Significantly, the Levitical ministers boil the offerings for the people — they do not eat them. This images the diaconal and ministerial dimension of the Church's liturgy. The Second Vatican Council, in Lumen Gentium §29, teaches that deacons "serve the People of God in the ministry of the liturgy, of the word, and of charity." The cooking courts enact exactly this: a ministry of preparation and service, ordered entirely toward the communal participation of the faithful in the holy.
St. Thomas Aquinas, in the Summa Theologiae (I-II, q. 102, a. 3), notes that the detailed ceremonial prescriptions of the Old Law were not arbitrary but had specific "causes" — they signified future realities. These kitchen courts signify that in the New Covenant, all the ordinary and material acts that surround the Eucharist — preparation, ministry, distribution — share in the holiness of the offering itself.
These verses invite contemporary Catholics to recover a sense of the sacred that extends beyond the altar rail. In an age that often reduces liturgy to its most dramatic moments, Ezekiel's kitchen courts remind us that the Church's worship encompasses every act of ordered preparation and service — the servers setting the credence table, the extraordinary ministers of Holy Communion, the sacristans preparing the vessels, the women and men who launder the purificators. None of these acts are merely logistical; they are, in the logic of Ezekiel's Temple, architecturally holy — built into the very structure of right worship.
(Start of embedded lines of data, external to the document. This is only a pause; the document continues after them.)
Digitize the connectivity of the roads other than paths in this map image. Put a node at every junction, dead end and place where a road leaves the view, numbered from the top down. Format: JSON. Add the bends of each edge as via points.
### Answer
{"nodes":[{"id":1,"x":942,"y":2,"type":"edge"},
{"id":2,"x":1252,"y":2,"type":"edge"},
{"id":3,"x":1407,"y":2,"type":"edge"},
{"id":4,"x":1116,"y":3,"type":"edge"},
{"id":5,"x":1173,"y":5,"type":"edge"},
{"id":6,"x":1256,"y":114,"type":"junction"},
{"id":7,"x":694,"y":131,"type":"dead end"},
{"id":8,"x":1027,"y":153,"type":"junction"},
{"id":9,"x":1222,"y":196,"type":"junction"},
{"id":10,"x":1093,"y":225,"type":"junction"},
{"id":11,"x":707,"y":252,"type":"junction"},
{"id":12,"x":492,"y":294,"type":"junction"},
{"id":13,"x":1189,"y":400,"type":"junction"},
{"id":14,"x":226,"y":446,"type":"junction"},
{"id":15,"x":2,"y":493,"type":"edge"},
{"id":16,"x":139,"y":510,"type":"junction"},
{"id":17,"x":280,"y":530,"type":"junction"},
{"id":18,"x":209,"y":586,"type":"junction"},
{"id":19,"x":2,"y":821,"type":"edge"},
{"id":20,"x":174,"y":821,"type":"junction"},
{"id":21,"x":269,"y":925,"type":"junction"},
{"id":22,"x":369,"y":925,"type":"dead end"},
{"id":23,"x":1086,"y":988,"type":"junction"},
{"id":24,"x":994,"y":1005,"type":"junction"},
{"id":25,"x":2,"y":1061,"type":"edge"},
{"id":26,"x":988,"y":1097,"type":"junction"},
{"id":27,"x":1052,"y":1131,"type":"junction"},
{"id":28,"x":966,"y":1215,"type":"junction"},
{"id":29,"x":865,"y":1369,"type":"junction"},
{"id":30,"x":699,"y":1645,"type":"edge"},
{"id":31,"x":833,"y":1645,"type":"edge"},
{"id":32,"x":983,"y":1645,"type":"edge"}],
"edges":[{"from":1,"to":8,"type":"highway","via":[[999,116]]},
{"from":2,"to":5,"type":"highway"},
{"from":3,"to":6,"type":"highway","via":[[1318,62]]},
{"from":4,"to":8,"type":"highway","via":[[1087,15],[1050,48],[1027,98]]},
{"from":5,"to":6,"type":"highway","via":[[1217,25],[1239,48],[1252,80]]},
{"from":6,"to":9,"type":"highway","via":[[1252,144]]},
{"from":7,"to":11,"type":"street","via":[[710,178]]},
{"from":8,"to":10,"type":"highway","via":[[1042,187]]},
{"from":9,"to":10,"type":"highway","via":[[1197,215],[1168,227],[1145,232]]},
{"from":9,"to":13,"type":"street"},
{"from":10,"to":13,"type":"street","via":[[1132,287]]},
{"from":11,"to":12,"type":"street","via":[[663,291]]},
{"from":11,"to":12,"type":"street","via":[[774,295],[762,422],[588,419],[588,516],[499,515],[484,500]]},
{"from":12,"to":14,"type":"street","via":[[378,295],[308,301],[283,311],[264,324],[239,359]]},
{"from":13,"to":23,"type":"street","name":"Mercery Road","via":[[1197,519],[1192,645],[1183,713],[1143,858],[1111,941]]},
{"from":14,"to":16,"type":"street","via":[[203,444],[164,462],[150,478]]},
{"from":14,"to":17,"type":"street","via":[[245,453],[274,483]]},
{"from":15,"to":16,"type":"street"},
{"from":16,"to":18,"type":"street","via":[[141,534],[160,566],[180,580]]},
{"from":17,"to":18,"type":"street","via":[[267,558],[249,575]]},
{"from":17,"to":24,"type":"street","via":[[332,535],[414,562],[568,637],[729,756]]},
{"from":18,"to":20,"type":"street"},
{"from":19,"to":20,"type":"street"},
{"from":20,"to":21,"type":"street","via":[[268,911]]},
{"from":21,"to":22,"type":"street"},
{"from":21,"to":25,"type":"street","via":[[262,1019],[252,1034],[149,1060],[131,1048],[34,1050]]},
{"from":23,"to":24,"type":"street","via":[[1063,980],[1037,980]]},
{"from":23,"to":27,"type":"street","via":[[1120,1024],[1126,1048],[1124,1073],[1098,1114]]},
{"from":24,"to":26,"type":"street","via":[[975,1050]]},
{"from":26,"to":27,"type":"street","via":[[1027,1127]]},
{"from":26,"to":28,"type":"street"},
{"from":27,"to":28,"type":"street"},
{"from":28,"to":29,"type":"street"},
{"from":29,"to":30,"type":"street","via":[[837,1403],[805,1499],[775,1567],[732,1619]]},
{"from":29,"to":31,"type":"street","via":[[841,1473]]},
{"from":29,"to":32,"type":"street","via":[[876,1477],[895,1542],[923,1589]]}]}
For the individual Catholic, this passage is a call to sanctify the ordinary. Just as the boiling places were built into the walls — integrated into the structure, not added as an afterthought — so our daily acts of preparation, service, and material care for others can be integrated into a life genuinely ordered toward God. St. Thérèse of Lisieux's "little way" draws precisely on this instinct: that the kitchen and the laundry room, when performed in love and offered to God, are as sacred as the chapel. The four corners of the court — complete, uniform, measured — suggest that this holiness is available in every direction, in every corner of our lives.